→ **WHAT TO DO**
Lines from the one containing "middle dip: (331, 230)" through the last line of the data are to be returned exactly, both ends included, minus any pictures.

→ **GIVEN DATA**
══════
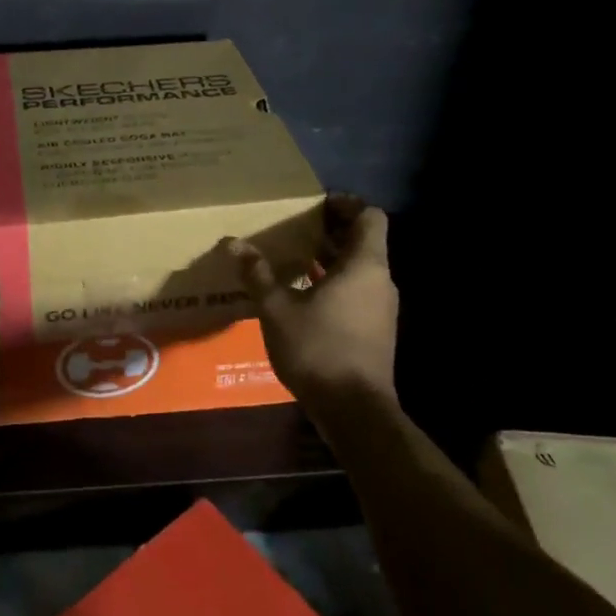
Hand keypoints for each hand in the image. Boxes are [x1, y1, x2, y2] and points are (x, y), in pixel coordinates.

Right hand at [222, 195, 397, 411]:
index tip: (317, 204)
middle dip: (331, 230)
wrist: (355, 411)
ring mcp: (381, 307)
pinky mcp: (376, 329)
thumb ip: (258, 274)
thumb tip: (234, 243)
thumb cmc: (318, 349)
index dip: (347, 204)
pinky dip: (335, 282)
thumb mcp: (277, 310)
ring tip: (294, 256)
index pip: (371, 216)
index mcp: (364, 265)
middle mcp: (380, 280)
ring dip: (331, 258)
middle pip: (363, 241)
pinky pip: (358, 290)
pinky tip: (303, 293)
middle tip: (295, 226)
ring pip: (360, 268)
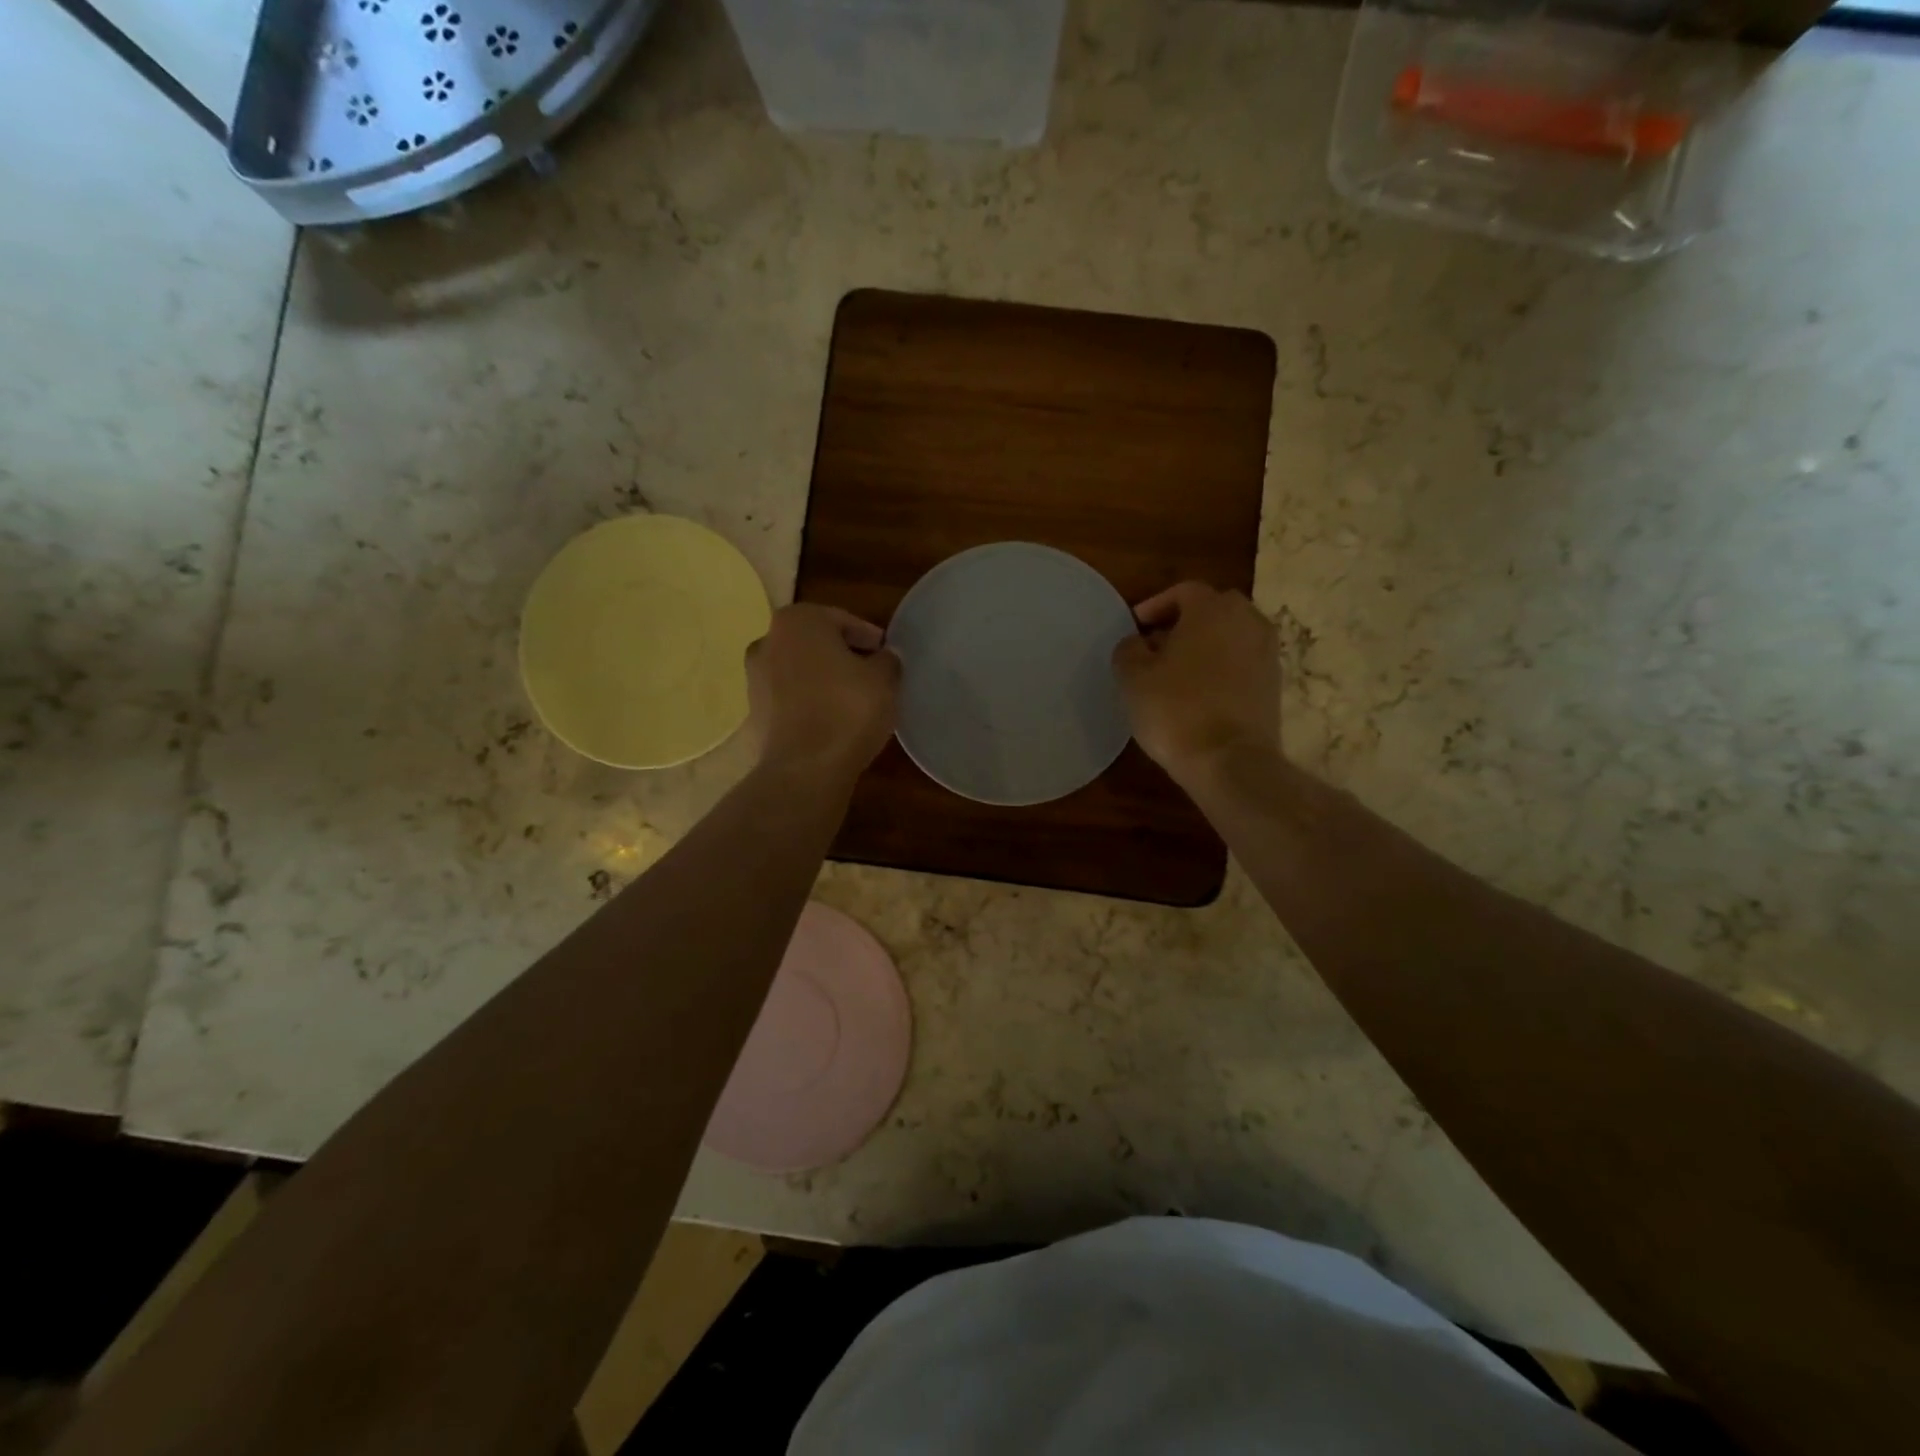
══════
→ **SOLUTION**
middle dip: (331, 230)
wrist: (355, 411)
ring mcp: (381, 307)
pinky mcp: (376, 329)
thumb ip: (258, 274)
thumb tip: (234, 243)
thumb cmc: (318, 349)
index dip: (347, 204)
pinky dip: (335, 282)
thumb mcp: (277, 310)
ring tip: (294, 256)
index pip: (371, 216)
index mcp: (364, 265)
middle mcp: (380, 280)
ring dip: (331, 258)
middle pip: (363, 241)
pinky pip: (358, 290)
pinky tip: (303, 293)
middle tip: (295, 226)
ring pip: (360, 268)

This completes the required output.